That's a big part of why more companies are trying to focus on teens and even younger children. But doing business with kids involves a lot of complications, and finding ways to open up your business to kids without sparking huge controversies is a major challenge for many industries.

Tapping the online market
Online retailers have done a good job attracting business from adults. With the convenience of free delivery from many retailers as well as sales-tax savings, buying online has gotten increasingly popular in the past decade.

But the shift to online retail has largely failed for teens. The obvious reason why is that teen-friendly electronic payment methods are only starting to appear.
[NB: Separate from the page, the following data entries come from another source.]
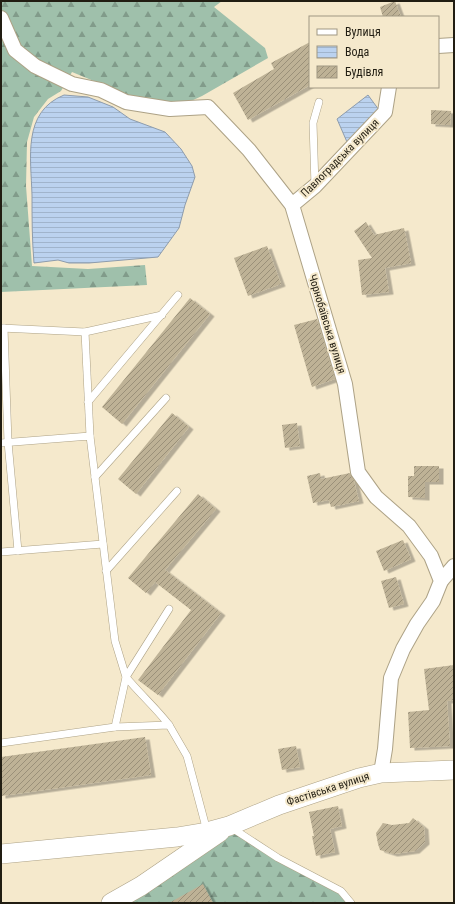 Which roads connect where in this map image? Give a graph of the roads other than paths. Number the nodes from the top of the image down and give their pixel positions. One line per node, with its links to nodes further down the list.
1 (1, 18): 7 (street, Чорнобаївська вулиця)
2 (454, 45): 3 (street)
3 (439, 46)
4 (389, 88): 6 (street, Павлоградська вулиця)
5 (319, 102): 6 (lane)
6 (315, 186): 7 (street, Павлоградська вулиця)
7 (292, 205): 23 (street, Чорнобаївська вулиця)
8 (178, 295): 9 (lane)
9 (162, 315): 11 (lane); 13 (lane)
10 (2, 328): 11 (lane); 15 (lane)
11 (85, 332): 13 (lane)
12 (166, 398): 16 (lane)
13 (88, 402): 14 (lane)
14 (90, 436): 15 (lane); 16 (lane)
15 (4, 443): 19 (lane)
16 (95, 478): 18 (lane)
17 (177, 491): 22 (lane)
18 (103, 544): 19 (lane); 22 (lane)
19 (18, 551): 20 (lane)
20 (1, 552)
21 (454, 566): 23 (street)
22 (106, 571): 25 (lane)
23 (441, 581): 30 (street)
24 (169, 609): 25 (lane)
25 (126, 677): 26 (lane); 27 (lane)
26 (169, 725): 27 (lane); 32 (lane)
27 (115, 727): 28 (lane)
28 (1, 743)
29 (454, 770): 30 (main road, Фастівська вулиця)
30 (381, 773): 31 (main road, Фастівська вулиця)
31 (229, 826): 32 (main road, Фастівська вулиця); 34 (main road, Фастівська вулиця); 35 (lane)
32 (207, 832): 33 (main road, Фастівська вулиця)
33 (1, 854)
34 (111, 903)
35 (351, 903)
A recent SmartMoney article cited figures from SurveyU.com that only 6% of teens have credit cards. Moreover, prepaid cards and other alternatives are only beginning to gain traction and sometimes carry high fees and other undesirable traits, making them less attractive.
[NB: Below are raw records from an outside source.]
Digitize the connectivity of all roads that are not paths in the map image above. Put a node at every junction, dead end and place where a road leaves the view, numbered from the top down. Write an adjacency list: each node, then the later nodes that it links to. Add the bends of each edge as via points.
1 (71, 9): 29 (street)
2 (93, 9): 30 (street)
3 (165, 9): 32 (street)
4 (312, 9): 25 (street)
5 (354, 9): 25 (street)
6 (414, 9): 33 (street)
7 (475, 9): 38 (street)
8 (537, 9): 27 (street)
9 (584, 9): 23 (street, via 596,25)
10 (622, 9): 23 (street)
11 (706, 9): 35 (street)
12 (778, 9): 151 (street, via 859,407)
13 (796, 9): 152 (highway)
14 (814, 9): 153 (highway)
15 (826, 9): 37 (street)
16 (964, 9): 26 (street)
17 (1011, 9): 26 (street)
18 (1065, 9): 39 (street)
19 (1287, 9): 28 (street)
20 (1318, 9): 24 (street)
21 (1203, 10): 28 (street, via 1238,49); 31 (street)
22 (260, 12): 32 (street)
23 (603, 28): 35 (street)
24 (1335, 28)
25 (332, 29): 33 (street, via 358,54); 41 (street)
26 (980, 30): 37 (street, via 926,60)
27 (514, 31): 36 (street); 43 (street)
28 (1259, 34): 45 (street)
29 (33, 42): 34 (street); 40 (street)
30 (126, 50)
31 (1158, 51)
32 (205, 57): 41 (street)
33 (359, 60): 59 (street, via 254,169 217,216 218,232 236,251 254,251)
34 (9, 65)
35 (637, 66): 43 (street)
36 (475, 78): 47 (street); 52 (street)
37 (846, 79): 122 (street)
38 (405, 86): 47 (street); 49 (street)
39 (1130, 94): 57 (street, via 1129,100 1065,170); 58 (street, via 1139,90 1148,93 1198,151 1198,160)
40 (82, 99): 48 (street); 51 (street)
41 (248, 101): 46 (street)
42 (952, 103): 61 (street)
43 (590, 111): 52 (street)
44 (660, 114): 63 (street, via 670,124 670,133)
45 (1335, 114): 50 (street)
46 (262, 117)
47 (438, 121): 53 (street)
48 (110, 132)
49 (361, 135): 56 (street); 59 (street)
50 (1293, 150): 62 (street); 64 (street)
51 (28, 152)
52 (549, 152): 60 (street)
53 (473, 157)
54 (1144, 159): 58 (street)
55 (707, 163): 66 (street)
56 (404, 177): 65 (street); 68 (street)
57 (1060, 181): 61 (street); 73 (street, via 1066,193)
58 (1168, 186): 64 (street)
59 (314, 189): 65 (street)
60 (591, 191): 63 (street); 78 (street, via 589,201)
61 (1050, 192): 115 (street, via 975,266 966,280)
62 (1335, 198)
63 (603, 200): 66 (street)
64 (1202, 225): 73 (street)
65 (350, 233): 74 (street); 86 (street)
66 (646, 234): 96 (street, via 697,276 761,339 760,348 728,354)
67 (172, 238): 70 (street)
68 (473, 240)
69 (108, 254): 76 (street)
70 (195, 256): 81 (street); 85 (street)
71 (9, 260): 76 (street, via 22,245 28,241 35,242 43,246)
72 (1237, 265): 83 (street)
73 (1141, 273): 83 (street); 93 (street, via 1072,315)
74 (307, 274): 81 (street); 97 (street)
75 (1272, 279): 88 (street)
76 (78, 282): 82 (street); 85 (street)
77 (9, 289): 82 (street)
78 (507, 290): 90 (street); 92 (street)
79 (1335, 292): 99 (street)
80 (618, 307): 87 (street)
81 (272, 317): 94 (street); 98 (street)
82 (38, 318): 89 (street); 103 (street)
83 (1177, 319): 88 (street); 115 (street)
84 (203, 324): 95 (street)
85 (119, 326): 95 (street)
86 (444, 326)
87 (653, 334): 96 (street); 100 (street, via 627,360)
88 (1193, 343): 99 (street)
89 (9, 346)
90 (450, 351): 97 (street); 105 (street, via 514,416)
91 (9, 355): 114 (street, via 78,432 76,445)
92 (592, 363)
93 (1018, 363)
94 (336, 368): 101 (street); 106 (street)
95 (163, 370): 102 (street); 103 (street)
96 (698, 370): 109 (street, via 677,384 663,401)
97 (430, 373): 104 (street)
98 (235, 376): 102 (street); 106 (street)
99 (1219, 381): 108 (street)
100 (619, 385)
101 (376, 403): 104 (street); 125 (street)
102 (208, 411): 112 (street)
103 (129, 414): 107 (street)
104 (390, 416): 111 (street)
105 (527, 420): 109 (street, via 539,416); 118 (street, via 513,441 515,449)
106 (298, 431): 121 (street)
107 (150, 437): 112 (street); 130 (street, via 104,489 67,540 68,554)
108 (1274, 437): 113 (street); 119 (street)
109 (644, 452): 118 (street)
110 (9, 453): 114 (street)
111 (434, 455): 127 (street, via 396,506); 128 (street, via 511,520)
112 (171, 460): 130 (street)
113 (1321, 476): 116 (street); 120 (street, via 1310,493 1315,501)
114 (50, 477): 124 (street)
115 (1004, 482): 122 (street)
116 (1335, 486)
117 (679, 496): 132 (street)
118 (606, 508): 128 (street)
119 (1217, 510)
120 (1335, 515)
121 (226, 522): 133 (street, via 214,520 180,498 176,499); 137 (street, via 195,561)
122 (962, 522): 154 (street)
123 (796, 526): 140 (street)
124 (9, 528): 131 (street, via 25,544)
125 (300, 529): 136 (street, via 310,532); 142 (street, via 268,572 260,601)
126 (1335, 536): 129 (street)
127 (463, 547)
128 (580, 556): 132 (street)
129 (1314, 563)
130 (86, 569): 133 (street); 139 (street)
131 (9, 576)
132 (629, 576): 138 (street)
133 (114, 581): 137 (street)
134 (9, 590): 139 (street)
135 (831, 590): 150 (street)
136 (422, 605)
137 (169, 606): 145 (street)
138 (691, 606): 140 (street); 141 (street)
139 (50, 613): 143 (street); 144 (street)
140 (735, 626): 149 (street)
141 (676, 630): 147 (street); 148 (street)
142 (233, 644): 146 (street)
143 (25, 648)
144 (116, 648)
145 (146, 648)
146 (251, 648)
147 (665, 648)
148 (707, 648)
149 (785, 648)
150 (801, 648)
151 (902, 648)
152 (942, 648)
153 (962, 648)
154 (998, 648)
As a result, if teens want to buy online, they typically have to use an adult's credit card. It's true that many banks offer checking accounts to teens -- Bank of America (NYSE: BAC  ) lets teens 16 to 18 open a checking account with parental approval, while Wells Fargo (NYSE: WFC  ) has accounts for teens as young as 13 -- that would include debit cards, but they give the co-signing parent full rights and responsibilities over the account. Either way, giving parents details on every purchase isn't exactly an ideal situation for most teens, so instead, they have tended to stick to bricks-and-mortar retailers where they can spend cash.

The same issues apply to other websites. The Children's Online Privacy Protection Act, or COPPA, requires a list of actions for websites collecting information about children under 13, including parental consent and access to all information their children provide.

Opening the doors
Increasingly, online companies are trying to engage children and teens directly. In an interview with the Wall Street Journal, an executive at eBay (Nasdaq: EBAY  ) shared the company's plans to let those under 18 to set up accounts and gain access to at least certain parts of its auction marketplace.

The company acknowledges that not all purchases would be appropriate for minors, so it's looking to come up with ways to lock them out of adult-specific areas of the website. But with eBay starting to focus again on its core marketplace, it's pulling out all the stops in its search for growth.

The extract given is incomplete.